The one click deploy button makes it easy for the users of loklak to get their own cloud instance created and deployed in their heroku account and can be used according to their flexibility. Heroku uses an app.json manifest in the code repo to figure out what add-ons, config and other deployment steps are required to make the code run.

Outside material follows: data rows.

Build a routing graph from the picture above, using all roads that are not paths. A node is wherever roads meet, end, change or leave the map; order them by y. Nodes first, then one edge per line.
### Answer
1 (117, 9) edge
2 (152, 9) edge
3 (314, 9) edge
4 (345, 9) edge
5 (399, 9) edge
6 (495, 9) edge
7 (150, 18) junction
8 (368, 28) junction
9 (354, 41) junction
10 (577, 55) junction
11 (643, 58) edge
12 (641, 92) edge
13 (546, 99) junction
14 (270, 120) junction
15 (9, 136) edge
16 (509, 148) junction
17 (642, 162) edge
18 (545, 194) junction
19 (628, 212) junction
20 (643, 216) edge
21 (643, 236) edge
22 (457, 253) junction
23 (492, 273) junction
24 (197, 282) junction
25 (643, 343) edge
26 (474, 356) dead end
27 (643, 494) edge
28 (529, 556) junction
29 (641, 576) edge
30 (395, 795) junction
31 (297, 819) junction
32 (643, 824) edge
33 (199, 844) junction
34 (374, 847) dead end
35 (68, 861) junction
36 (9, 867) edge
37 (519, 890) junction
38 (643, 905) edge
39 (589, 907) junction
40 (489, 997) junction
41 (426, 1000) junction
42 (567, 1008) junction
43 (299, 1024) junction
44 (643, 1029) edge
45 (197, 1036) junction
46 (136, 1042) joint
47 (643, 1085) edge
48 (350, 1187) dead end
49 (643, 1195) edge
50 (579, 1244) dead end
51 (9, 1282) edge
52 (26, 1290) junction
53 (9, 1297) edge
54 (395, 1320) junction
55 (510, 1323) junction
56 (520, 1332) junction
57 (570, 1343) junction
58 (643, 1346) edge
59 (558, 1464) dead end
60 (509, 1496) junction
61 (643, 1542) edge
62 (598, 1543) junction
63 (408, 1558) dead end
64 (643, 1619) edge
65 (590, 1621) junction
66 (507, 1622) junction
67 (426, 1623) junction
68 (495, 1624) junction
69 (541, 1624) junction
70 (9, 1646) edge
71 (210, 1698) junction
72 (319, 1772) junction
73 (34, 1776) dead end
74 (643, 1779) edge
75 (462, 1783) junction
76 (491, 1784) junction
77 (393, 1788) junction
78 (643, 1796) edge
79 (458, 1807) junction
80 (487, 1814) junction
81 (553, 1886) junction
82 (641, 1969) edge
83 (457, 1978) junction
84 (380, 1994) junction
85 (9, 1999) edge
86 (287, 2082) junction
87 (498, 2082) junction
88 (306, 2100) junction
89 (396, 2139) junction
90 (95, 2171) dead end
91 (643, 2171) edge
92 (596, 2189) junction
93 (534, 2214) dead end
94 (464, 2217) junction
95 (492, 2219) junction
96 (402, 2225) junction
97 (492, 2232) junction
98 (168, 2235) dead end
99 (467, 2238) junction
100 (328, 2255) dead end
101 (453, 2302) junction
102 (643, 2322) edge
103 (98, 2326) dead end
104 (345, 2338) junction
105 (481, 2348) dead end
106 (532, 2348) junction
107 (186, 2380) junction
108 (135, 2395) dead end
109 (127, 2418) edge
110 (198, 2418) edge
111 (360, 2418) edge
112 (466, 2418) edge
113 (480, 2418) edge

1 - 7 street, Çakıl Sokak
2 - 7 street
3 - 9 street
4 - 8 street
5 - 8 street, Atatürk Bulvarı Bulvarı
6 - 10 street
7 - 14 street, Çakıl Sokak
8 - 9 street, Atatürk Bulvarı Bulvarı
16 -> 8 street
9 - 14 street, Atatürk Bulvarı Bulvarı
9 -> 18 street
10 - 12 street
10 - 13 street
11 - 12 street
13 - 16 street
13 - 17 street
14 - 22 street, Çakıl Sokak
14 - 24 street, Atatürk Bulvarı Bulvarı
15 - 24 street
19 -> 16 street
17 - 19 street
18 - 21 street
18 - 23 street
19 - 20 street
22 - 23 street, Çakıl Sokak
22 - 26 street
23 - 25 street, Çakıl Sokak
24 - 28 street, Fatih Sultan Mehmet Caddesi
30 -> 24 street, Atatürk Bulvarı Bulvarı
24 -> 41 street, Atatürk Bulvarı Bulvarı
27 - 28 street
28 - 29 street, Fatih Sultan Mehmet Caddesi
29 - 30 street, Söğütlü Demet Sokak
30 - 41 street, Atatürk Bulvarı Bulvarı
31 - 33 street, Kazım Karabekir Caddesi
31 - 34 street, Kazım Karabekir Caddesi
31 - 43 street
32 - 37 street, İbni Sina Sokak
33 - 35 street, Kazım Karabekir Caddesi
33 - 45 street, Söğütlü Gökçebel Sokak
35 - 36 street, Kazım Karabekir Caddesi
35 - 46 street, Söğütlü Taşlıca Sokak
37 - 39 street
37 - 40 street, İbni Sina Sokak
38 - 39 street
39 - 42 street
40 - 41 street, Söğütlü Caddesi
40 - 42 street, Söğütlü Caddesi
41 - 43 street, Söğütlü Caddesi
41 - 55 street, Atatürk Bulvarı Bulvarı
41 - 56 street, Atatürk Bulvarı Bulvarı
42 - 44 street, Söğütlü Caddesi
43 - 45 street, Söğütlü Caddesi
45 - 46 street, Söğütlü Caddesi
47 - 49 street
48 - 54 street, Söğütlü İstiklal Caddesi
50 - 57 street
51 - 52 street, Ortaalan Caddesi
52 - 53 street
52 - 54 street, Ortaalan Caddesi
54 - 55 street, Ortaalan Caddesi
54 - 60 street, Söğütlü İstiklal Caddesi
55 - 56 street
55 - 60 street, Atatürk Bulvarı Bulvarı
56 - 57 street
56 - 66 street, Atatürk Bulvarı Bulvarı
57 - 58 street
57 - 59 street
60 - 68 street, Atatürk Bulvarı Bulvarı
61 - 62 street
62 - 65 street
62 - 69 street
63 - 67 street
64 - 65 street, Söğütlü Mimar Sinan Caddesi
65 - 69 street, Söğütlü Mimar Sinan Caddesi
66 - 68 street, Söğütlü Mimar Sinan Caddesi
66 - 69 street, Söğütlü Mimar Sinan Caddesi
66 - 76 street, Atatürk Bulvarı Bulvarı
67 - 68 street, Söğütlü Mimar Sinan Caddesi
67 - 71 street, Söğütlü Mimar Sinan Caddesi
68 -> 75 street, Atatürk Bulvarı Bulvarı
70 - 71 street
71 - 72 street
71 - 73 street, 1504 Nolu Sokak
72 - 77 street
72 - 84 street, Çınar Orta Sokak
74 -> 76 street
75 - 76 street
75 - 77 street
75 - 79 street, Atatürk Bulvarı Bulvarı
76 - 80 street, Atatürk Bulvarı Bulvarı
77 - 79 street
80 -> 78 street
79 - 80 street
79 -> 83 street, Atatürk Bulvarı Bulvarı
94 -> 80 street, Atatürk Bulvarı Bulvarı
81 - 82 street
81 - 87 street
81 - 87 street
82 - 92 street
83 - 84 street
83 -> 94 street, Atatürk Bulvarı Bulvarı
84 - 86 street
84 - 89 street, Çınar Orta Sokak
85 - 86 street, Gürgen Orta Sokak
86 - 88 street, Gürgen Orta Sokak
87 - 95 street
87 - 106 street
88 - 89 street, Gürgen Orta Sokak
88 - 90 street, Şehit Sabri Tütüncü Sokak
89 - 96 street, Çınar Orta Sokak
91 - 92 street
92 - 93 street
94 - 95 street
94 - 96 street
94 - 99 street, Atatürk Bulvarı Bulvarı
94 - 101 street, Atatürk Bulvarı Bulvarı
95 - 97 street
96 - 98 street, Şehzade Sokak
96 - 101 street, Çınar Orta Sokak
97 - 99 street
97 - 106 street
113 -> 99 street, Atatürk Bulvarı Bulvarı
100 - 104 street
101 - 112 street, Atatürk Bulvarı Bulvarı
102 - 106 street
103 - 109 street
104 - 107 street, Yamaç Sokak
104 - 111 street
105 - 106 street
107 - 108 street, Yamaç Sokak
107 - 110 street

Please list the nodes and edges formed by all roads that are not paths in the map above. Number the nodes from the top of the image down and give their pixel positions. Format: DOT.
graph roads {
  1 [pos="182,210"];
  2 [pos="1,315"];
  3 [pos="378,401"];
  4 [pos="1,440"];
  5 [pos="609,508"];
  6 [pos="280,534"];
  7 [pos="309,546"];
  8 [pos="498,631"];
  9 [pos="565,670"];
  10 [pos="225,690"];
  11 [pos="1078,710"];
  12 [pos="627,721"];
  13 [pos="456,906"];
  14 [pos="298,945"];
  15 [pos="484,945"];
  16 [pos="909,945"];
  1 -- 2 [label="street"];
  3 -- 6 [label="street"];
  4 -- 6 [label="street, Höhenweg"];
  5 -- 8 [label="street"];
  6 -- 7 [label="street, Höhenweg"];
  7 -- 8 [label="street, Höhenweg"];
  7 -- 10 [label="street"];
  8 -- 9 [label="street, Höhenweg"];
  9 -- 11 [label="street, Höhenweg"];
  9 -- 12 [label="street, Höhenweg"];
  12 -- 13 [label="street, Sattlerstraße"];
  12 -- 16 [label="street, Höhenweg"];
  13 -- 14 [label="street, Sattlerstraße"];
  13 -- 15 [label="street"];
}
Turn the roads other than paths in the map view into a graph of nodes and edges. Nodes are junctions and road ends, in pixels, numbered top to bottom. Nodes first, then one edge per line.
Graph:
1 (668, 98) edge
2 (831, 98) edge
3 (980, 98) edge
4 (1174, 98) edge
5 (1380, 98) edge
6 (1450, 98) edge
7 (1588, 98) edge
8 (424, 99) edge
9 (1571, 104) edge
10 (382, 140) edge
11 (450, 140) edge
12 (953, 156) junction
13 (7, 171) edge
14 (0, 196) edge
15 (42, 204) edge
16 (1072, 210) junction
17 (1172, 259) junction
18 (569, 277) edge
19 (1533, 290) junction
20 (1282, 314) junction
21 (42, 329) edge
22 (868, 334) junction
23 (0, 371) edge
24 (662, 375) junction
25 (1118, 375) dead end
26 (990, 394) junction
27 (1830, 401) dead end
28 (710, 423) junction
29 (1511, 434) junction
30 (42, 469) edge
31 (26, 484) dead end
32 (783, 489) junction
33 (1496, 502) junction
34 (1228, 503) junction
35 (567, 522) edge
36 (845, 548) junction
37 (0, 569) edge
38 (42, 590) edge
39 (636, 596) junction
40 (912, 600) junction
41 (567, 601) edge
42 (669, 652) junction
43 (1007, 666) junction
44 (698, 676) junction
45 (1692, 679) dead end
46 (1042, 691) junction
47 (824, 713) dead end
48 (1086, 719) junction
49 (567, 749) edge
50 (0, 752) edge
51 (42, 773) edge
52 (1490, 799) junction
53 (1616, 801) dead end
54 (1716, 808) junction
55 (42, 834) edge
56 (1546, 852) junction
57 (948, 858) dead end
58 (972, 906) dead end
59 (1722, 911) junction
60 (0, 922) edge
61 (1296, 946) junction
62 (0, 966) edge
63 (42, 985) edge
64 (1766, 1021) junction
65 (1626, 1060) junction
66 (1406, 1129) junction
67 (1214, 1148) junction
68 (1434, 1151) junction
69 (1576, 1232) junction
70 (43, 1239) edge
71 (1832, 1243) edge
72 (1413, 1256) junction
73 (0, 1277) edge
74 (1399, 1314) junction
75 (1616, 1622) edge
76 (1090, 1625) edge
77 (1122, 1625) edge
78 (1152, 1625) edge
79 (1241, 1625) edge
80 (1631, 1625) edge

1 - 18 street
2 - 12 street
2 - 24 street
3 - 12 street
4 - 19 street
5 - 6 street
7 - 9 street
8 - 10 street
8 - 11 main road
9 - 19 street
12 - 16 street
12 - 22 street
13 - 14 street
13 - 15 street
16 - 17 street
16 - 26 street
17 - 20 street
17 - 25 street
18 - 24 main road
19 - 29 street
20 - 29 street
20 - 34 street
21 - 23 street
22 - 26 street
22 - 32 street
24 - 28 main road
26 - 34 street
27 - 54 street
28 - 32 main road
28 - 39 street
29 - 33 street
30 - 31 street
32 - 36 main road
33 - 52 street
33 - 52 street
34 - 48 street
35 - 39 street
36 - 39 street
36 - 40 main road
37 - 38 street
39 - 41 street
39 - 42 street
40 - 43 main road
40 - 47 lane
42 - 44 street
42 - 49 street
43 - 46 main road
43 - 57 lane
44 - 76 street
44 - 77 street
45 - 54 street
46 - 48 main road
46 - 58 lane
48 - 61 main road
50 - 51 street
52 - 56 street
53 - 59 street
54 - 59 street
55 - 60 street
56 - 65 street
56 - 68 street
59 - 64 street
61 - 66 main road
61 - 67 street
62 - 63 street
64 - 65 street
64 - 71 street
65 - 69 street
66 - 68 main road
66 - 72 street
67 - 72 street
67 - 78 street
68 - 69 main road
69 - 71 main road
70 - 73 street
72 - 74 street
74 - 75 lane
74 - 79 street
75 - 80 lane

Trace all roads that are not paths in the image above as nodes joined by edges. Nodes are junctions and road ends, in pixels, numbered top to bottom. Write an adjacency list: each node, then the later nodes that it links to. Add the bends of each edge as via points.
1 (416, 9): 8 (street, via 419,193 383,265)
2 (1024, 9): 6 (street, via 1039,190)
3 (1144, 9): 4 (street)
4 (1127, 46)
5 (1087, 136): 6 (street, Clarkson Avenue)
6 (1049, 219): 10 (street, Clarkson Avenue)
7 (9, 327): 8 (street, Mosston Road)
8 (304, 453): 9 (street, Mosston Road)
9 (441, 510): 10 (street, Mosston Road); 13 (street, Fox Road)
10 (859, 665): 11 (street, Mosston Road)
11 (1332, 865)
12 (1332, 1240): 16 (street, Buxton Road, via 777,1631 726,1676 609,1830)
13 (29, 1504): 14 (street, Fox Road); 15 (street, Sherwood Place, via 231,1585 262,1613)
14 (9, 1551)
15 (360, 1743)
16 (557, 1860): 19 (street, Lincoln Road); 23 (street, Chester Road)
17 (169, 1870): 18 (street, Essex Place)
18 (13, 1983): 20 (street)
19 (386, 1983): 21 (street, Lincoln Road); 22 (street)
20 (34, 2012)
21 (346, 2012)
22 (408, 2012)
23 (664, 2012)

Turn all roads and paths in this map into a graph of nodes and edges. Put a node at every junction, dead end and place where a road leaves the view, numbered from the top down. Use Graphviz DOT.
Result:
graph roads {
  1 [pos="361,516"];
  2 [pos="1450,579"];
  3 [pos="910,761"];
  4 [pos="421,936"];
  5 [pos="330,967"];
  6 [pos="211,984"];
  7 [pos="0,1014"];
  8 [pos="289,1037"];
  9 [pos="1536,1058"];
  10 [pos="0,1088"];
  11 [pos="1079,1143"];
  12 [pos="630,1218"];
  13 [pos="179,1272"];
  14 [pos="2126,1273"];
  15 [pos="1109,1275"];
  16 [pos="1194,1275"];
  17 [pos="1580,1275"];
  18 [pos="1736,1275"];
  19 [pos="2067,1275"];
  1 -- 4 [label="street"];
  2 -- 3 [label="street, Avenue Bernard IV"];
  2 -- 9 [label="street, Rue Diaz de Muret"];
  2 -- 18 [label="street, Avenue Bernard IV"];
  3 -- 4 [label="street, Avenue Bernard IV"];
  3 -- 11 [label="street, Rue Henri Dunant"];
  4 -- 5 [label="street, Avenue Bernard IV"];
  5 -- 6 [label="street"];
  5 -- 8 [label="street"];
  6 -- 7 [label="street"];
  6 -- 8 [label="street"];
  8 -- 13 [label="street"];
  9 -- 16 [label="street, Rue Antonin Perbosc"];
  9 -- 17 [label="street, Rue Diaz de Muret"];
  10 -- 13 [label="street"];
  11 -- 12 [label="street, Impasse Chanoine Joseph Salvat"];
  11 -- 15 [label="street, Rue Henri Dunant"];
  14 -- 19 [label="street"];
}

This is used to configure and deploy the app.

Once you have provide the app name and then click on deploy button, Heroku will start deploying the loklak server to a new app on your account:

When setup is complete, you can open the deployed app in your browser or inspect it in Dashboard.

All these steps and requirements can now be encoded in an app.json file and placed in a repo alongside a button that kicks off the setup with a single click.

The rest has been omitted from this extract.